> [Task to carry out]: Work out how many lines in the material below hold the word "image". Write only the number.
____________________
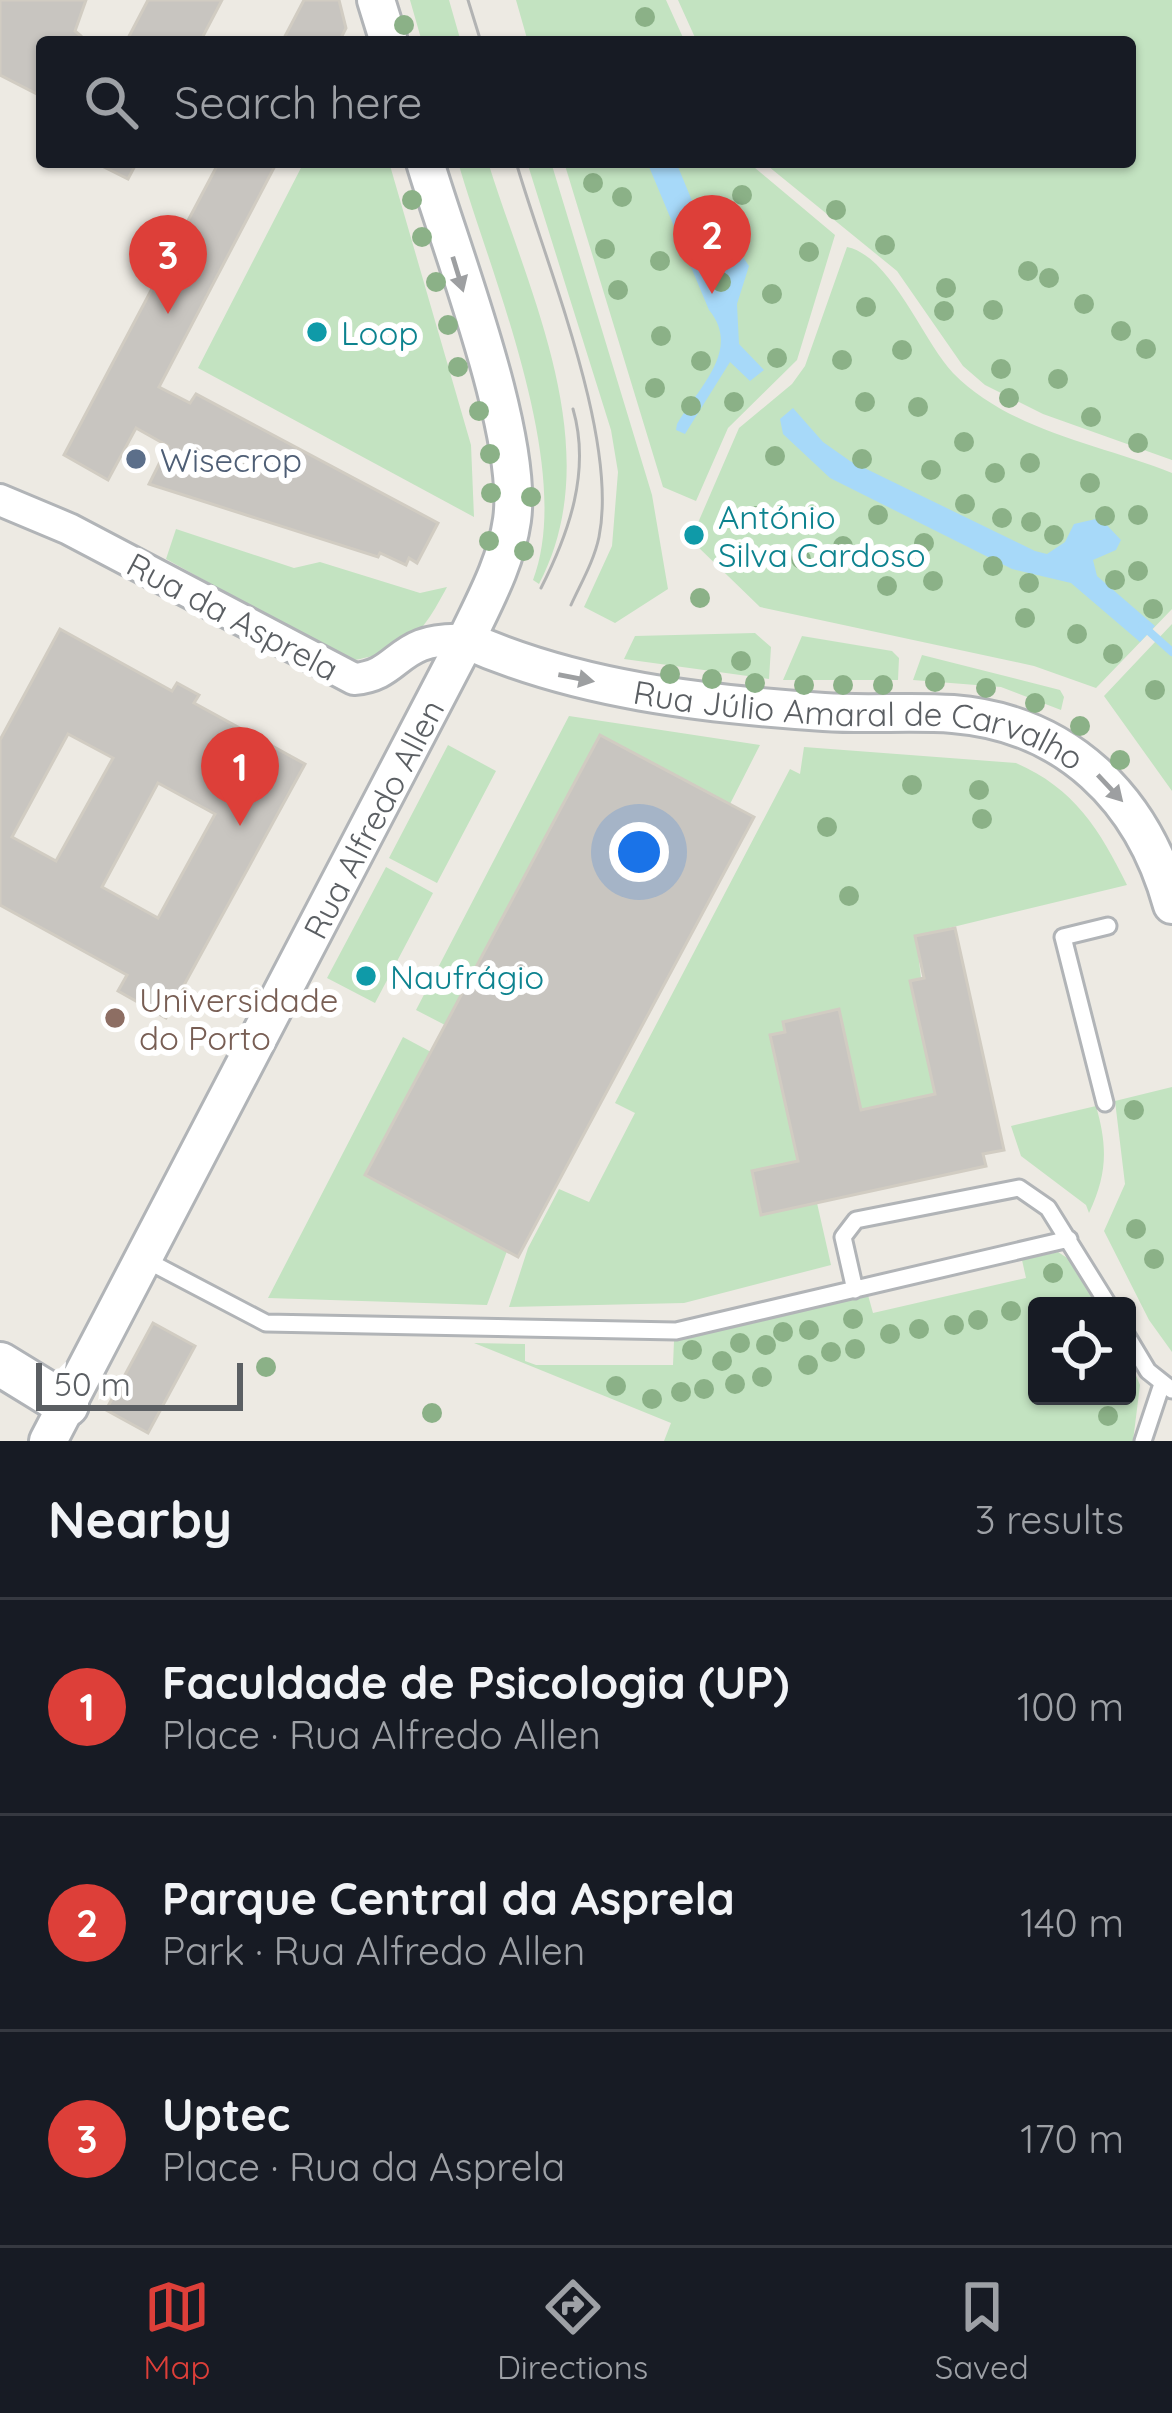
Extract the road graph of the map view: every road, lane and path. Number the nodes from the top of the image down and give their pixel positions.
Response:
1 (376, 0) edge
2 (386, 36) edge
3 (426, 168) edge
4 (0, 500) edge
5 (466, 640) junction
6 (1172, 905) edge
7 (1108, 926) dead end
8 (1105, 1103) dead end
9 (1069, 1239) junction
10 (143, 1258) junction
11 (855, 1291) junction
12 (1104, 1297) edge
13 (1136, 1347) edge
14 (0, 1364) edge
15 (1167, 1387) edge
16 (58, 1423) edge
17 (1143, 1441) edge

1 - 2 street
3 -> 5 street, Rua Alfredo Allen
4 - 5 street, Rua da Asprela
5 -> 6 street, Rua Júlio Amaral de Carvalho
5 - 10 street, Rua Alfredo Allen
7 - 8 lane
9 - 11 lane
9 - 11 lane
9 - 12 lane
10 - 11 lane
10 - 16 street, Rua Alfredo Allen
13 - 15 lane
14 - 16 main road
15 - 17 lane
____________________
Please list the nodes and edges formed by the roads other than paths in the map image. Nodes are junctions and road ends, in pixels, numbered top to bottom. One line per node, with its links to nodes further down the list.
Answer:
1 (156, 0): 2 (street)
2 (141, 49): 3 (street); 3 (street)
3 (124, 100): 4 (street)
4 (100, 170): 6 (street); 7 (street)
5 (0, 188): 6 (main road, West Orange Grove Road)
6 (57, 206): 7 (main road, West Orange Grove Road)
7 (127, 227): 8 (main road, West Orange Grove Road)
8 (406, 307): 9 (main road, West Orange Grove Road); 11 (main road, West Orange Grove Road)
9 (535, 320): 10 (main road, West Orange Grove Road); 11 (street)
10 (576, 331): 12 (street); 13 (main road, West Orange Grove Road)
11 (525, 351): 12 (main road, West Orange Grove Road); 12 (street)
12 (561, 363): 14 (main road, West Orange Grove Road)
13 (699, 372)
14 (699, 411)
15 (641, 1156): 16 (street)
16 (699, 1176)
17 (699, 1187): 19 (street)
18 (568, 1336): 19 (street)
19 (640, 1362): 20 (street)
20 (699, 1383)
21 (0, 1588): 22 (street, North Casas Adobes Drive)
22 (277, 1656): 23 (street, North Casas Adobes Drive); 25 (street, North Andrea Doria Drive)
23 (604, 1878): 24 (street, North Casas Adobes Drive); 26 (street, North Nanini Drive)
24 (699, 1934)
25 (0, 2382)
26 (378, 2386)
____________________
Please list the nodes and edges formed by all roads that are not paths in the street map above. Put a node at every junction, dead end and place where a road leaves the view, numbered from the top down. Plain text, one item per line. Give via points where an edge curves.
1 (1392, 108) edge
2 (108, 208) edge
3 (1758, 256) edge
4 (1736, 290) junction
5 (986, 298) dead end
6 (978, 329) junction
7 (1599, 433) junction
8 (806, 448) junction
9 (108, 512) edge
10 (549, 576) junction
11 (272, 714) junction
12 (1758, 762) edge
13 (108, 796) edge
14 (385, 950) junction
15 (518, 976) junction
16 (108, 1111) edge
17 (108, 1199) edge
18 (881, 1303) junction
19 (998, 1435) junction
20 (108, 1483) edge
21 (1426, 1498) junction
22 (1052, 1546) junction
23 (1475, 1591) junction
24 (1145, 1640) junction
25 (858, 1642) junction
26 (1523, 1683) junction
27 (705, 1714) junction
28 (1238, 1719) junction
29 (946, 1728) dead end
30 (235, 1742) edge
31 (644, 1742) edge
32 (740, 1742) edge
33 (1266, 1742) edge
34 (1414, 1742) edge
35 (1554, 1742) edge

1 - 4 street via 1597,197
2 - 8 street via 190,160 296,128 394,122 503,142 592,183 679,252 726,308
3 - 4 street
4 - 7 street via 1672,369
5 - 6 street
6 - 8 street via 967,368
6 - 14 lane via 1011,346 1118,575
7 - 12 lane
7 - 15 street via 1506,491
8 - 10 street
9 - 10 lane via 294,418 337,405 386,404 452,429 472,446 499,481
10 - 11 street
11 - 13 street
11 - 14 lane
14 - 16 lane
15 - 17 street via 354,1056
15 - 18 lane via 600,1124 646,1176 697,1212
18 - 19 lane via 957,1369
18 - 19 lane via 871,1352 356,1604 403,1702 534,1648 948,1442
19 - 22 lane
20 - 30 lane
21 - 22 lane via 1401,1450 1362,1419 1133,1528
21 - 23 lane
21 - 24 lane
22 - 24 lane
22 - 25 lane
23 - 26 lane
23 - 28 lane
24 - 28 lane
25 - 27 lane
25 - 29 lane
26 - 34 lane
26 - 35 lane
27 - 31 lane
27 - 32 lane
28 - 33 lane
____________________
> [Problem solution]: 2